• Description of the task
When you reach the line below that has "pinky dip: (259, 270)", start returning lines exactly, and stop after the line that has "pinky tip: (115, 115)"; skip the pictures.

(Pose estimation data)
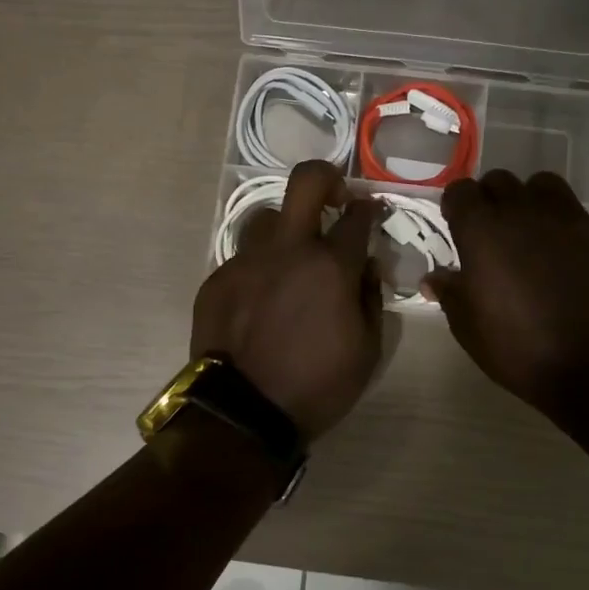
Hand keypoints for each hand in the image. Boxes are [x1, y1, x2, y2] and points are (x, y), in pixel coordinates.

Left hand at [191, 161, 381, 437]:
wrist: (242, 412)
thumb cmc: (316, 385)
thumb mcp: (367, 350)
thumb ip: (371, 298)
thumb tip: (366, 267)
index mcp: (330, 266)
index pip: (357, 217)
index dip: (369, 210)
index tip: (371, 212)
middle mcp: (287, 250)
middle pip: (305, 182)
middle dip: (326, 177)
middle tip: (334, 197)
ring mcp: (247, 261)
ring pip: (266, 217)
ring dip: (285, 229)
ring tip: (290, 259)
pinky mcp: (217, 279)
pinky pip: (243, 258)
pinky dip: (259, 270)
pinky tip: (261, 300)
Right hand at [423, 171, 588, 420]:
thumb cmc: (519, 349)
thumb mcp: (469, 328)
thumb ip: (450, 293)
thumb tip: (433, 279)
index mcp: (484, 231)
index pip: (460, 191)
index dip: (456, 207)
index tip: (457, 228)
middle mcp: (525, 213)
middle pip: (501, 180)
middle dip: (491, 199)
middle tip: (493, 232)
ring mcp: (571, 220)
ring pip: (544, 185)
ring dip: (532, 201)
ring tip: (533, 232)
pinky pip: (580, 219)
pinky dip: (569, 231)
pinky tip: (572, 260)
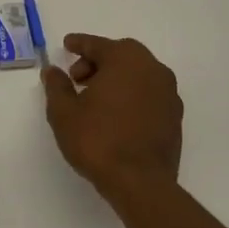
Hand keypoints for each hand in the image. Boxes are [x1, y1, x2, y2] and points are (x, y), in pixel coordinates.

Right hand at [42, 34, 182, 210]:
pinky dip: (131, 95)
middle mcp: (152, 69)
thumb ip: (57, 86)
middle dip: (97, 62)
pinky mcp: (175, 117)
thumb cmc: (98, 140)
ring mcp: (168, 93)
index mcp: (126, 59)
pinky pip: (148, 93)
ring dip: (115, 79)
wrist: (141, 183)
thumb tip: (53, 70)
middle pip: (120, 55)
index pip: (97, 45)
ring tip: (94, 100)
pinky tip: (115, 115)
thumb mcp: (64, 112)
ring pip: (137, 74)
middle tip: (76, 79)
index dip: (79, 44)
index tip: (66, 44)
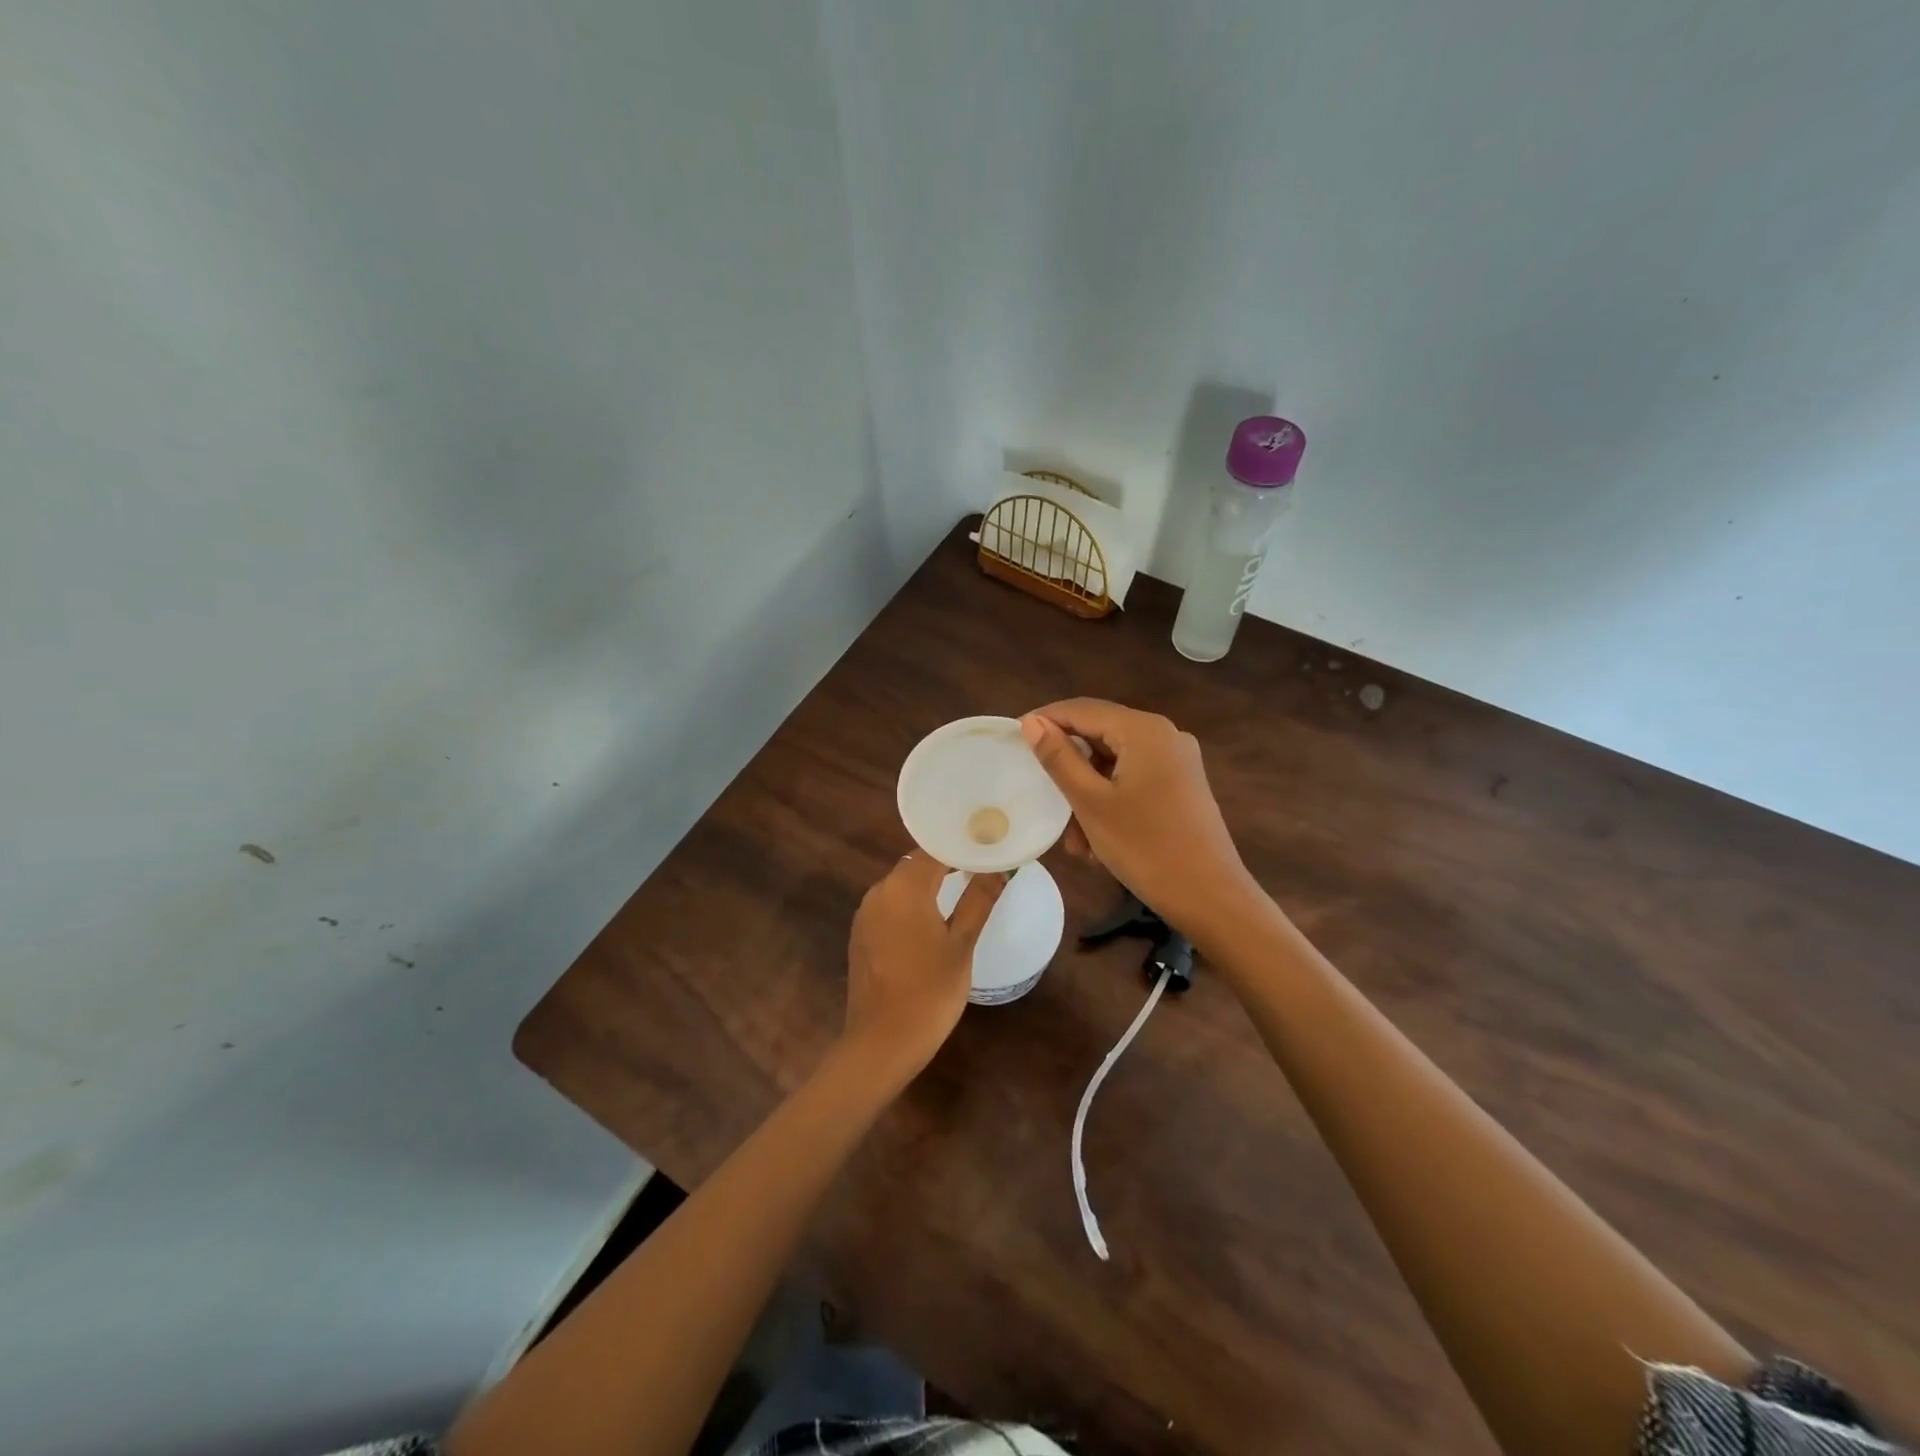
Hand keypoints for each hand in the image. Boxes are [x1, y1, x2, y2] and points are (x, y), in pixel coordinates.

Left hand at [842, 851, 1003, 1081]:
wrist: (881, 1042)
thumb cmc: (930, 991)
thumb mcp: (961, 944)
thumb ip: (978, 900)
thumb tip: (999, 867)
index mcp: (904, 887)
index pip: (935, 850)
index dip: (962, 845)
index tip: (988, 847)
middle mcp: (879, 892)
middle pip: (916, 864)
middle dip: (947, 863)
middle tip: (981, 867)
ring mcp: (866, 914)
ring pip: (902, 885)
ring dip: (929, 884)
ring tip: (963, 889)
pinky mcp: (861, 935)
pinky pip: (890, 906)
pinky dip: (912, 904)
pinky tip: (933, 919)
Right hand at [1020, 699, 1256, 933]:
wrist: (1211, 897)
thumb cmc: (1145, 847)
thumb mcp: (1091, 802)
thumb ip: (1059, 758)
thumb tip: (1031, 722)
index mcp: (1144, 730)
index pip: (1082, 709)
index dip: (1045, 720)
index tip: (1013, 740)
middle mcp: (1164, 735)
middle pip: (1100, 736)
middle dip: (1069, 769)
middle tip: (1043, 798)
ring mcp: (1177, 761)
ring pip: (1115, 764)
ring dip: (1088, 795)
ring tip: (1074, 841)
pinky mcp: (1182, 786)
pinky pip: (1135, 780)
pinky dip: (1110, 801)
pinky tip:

• Your solution
pinky dip: (259, 270)
pinky tip: (261, 300)
Right hand at [423, 171, 588, 420]:
thumb cmc: (519, 349)
thumb mcp: (469, 328)
thumb ip: (450, 293)
thumb tip: (433, 279)
index mcp: (484, 231)
index pip: (460, 191)
index dip: (456, 207)
index tip: (457, 228)
middle mcp: (525, 213)
middle pip: (501, 180)
middle dip: (491, 199)
middle tip: (493, 232)
ring mcp: (571, 220)
ring pip: (544, 185)
ring dip: (532, 201)
ring tip: (533, 232)
pinky pip: (580, 219)
pinky dip: (569, 231)
pinky tip: (572, 260)
Hand keypoints for each hand in the image. Boxes are [x1, y1, x2, y2] and points are (x, y), in pixel coordinates.

Right hand at [42, 34, 182, 210]:
pinky dip: (131, 95)
middle mcp: (152, 69)
thumb ip: (57, 86)
middle dip: (97, 62)
pinky mcp: (175, 117)
thumb cmc: (98, 140)
ring mcp: (168, 93)
index mcp: (126, 59)
pinky pip: (148, 93)
ring dip: (115, 79)
wrist: (141, 183)
thumb tip: (53, 70)
middle pip: (120, 55)
index pip: (97, 45)
ring tip: (94, 100)
pinky tip: (115, 115)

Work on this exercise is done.